Taylor Swift has said Midnights was inspired by certain key sleepless nights — something many of her fans undoubtedly experienced as the singer-songwriter dropped seven bonus tracks and a music video just hours after the album’s release Friday.
Midnights was released at, well, midnight Eastern time and had become Spotify’s most-streamed album in a single day by 6.15 pm. With a runtime of around 44 minutes, listeners would have had the opportunity to play the album four times before Swift unleashed Midnights (3am Edition).
“Surprise! I think of Midnights as a complete concept album, with those 13 songs forming a full picture of the intensities of that mystifying, mad hour,” she wrote on Instagram. “However! There were other songs we wrote on our journey to find that magic 13.”

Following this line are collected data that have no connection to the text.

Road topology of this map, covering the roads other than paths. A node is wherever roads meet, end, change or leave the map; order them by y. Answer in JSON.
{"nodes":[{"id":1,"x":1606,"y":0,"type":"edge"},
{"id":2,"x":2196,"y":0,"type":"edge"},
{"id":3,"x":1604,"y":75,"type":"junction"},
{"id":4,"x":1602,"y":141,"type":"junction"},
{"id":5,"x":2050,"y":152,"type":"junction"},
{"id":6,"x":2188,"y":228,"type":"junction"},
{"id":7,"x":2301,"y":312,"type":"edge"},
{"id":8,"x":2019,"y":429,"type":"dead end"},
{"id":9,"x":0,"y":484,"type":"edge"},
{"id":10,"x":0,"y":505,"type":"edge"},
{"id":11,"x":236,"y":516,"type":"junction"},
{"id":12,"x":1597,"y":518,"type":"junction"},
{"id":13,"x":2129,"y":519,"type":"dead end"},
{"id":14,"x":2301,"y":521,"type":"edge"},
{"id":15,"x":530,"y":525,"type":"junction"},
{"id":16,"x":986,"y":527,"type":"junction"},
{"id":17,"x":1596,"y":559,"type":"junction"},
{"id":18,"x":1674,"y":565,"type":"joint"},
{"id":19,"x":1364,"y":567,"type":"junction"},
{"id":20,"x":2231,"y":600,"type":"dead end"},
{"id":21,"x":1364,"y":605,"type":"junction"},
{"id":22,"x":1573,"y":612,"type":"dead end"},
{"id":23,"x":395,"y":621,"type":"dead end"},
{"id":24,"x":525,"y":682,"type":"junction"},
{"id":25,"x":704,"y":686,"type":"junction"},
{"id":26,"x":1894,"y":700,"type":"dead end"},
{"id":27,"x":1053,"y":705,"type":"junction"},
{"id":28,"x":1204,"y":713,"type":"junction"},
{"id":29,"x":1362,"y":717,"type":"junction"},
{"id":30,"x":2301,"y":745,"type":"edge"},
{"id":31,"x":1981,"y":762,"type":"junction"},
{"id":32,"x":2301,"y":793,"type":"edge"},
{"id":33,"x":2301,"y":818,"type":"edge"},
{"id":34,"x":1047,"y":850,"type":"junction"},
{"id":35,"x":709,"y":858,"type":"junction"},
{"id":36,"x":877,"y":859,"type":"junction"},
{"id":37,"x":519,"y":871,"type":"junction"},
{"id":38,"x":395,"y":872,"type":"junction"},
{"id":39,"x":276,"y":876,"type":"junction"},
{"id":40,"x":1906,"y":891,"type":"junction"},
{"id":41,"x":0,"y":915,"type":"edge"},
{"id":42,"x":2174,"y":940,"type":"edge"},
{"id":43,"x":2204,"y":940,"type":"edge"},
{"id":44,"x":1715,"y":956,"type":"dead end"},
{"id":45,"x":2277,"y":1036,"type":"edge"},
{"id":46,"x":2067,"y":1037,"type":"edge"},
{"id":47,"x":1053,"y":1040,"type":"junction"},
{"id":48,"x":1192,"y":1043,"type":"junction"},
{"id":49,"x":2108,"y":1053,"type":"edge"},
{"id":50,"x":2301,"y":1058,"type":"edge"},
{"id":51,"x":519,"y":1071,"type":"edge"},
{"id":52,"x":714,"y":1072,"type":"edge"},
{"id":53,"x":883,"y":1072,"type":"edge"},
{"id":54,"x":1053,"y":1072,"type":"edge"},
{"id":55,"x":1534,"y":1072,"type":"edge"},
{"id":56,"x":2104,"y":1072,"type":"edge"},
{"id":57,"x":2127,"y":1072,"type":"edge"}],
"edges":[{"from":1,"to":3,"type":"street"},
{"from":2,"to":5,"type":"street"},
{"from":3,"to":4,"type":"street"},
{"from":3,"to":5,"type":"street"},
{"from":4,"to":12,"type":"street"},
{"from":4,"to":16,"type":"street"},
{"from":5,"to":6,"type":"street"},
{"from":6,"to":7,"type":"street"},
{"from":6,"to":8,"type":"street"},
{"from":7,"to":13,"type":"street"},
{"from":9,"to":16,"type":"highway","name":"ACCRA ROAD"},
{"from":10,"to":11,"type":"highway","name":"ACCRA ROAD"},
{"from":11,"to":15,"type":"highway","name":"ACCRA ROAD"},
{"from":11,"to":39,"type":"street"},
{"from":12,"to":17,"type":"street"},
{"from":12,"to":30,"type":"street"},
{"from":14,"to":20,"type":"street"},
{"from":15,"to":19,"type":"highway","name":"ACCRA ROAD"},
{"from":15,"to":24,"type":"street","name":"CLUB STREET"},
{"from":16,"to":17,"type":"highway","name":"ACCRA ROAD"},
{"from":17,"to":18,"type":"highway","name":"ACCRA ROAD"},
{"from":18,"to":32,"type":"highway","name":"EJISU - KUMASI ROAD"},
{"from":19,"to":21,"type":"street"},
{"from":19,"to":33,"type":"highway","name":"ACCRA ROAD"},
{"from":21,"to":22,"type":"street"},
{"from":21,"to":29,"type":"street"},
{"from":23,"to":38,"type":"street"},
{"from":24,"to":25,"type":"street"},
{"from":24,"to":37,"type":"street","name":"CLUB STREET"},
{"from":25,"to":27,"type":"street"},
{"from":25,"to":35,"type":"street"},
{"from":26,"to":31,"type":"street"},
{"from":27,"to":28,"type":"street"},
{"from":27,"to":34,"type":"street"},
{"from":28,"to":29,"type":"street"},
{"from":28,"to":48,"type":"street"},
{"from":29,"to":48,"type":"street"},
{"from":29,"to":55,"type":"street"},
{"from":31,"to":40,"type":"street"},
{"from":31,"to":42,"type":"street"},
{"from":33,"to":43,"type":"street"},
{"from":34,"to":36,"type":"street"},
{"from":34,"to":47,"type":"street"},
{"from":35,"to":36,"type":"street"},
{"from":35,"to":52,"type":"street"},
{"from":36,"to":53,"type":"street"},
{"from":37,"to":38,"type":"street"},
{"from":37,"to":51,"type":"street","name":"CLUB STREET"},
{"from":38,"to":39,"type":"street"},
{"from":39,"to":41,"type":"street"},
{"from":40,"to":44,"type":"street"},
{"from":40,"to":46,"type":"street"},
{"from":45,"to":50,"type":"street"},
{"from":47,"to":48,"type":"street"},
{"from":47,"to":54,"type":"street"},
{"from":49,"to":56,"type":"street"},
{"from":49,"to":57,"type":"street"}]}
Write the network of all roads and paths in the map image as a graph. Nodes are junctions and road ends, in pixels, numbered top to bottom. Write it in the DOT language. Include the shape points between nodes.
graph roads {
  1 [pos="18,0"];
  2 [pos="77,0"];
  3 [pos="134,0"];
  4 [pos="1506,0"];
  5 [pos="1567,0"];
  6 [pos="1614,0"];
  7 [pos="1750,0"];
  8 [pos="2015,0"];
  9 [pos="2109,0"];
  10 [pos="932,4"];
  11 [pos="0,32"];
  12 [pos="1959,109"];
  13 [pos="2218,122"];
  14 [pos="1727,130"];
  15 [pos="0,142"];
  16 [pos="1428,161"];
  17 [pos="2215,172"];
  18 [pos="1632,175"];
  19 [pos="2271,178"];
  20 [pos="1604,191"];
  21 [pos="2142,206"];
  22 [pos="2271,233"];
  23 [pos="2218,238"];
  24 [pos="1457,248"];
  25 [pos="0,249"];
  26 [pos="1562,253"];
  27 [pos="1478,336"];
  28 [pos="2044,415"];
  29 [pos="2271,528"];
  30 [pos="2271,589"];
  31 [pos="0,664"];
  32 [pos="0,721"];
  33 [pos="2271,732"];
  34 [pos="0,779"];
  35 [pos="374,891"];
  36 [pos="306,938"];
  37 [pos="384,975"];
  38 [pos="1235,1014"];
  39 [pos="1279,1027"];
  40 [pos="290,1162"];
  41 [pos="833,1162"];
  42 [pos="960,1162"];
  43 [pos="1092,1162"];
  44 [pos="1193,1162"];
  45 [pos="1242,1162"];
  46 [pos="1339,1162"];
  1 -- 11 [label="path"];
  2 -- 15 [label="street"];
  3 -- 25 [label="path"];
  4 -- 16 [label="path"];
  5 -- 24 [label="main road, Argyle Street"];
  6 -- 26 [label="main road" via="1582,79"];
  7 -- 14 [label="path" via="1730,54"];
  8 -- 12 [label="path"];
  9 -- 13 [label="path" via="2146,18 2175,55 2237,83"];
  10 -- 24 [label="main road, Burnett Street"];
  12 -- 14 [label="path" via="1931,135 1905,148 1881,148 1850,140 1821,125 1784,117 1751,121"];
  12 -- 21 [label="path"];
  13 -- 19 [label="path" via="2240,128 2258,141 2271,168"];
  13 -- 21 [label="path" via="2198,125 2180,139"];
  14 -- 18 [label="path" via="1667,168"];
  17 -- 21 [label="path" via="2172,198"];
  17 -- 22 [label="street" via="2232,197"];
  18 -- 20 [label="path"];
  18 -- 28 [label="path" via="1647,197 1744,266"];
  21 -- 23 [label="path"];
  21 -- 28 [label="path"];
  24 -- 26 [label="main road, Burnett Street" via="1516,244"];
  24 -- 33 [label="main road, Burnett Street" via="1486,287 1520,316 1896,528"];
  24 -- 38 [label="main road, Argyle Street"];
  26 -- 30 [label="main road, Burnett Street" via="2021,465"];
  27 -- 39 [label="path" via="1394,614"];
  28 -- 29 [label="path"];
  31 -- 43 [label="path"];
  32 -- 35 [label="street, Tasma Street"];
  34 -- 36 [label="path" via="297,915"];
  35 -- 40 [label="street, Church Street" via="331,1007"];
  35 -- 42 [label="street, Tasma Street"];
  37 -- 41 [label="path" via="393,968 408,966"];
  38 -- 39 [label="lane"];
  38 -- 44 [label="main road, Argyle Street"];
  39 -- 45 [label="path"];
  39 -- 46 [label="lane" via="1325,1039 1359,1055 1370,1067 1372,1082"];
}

The bonus tracks fit tonally with the rest of the darkly electric and moody album, beginning with The Great War, sweeping across Paris and exploring High Infidelity before ending with Dear Reader. In all, the seven additional songs — added to the end of the original Midnights track listing, encompass about 25 additional minutes.
Swift is the sole credited performer on the bonus tracks — the only person to get a featured credit on any Midnights track is Lana Del Rey. The extra songs are primarily written by Swift, Jack Antonoff — her “co pilot” on the album — and Aaron Dessner, a founding member of The National and another frequent Swift collaborator who was otherwise absent from Midnights.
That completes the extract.